Zusammen mit der Anwendung EKA, die für den Einsatz bei externen Partnerfirmen entwickelt wurde, ermöglicht E-DMS den sicheren Austausch aller erfassten Dokumente und der damit verbundenen Metadaten. Der Transfer geschieht dabei über verschlüsselte und komprimierte Pakete, die die Daten gegen Übertragungsfehler, Manipulation und unbefugte Zugriffe schützen. Das System bildet einen geschlossenen Kreislauf, den die Originaldokumente nicht verlassen. Zur Realisierung der Versionssicherheit über die Systemgrenzen hinweg wurde außerdem ein von Documentum unabhängiges Revisionsinstrumentarium implementiert.

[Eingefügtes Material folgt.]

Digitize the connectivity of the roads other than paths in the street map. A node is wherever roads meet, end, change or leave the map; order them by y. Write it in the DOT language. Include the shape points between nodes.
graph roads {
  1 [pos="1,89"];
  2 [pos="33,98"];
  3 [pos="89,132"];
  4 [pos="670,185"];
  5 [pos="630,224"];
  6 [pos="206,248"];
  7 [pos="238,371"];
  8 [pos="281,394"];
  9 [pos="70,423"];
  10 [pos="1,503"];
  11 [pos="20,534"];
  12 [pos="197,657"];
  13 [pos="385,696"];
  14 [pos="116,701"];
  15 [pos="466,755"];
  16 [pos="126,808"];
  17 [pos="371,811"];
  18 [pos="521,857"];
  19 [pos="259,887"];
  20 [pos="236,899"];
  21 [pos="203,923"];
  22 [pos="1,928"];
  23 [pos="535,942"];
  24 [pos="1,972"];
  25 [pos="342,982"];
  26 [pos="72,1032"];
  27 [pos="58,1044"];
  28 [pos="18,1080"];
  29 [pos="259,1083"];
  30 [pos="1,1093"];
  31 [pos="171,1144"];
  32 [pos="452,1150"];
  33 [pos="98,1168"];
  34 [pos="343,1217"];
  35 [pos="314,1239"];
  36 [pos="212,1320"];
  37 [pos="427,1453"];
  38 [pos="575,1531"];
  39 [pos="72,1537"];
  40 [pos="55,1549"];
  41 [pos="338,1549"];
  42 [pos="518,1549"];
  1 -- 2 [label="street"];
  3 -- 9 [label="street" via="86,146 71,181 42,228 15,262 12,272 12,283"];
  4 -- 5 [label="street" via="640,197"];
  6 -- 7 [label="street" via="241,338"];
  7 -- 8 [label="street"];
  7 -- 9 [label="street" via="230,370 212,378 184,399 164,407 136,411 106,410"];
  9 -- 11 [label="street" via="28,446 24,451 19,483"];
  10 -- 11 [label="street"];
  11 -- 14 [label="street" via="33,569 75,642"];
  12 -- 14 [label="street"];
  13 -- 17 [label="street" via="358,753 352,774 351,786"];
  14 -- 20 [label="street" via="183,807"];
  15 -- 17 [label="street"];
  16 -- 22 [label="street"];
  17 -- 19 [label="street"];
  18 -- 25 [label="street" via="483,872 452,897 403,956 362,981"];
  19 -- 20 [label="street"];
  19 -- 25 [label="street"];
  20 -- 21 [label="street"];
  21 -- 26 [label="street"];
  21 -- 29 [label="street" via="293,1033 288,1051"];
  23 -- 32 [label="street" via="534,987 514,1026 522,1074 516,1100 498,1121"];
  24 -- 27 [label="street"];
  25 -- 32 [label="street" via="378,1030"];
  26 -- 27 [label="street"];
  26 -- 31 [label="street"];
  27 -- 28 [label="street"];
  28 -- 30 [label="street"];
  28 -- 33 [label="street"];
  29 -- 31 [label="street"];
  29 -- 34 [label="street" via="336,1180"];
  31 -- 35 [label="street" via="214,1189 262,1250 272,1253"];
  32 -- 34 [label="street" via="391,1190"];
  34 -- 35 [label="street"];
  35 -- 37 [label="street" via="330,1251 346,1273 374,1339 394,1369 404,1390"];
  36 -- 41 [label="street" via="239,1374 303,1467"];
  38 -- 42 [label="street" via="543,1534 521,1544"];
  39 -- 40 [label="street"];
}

Der Dokumententransfer erfolgt in E-DMS über entsprechend implementierte Workflows. Beim Auftraggeber dafür registrierte Fremdfirmen können über das Internet via VPN auf E-DMS zugreifen und somit flexibel in diese Workflows integriert werden. Innerhalb der Workflows garantieren darin integrierte Genehmigungs- und Kontrollverfahren zusammen mit automatisierten Plausibilitätsprüfungen die konsequente Anwendung von Sicherheitsrichtlinien bei der Freigabe und Bearbeitung von Dokumenten. Durch die Verwendung von Prüfsummenverfahren wird außerdem sichergestellt, dass nur die Dokumente in das Archiv übernommen werden, deren Bearbeitung autorisiert wurde.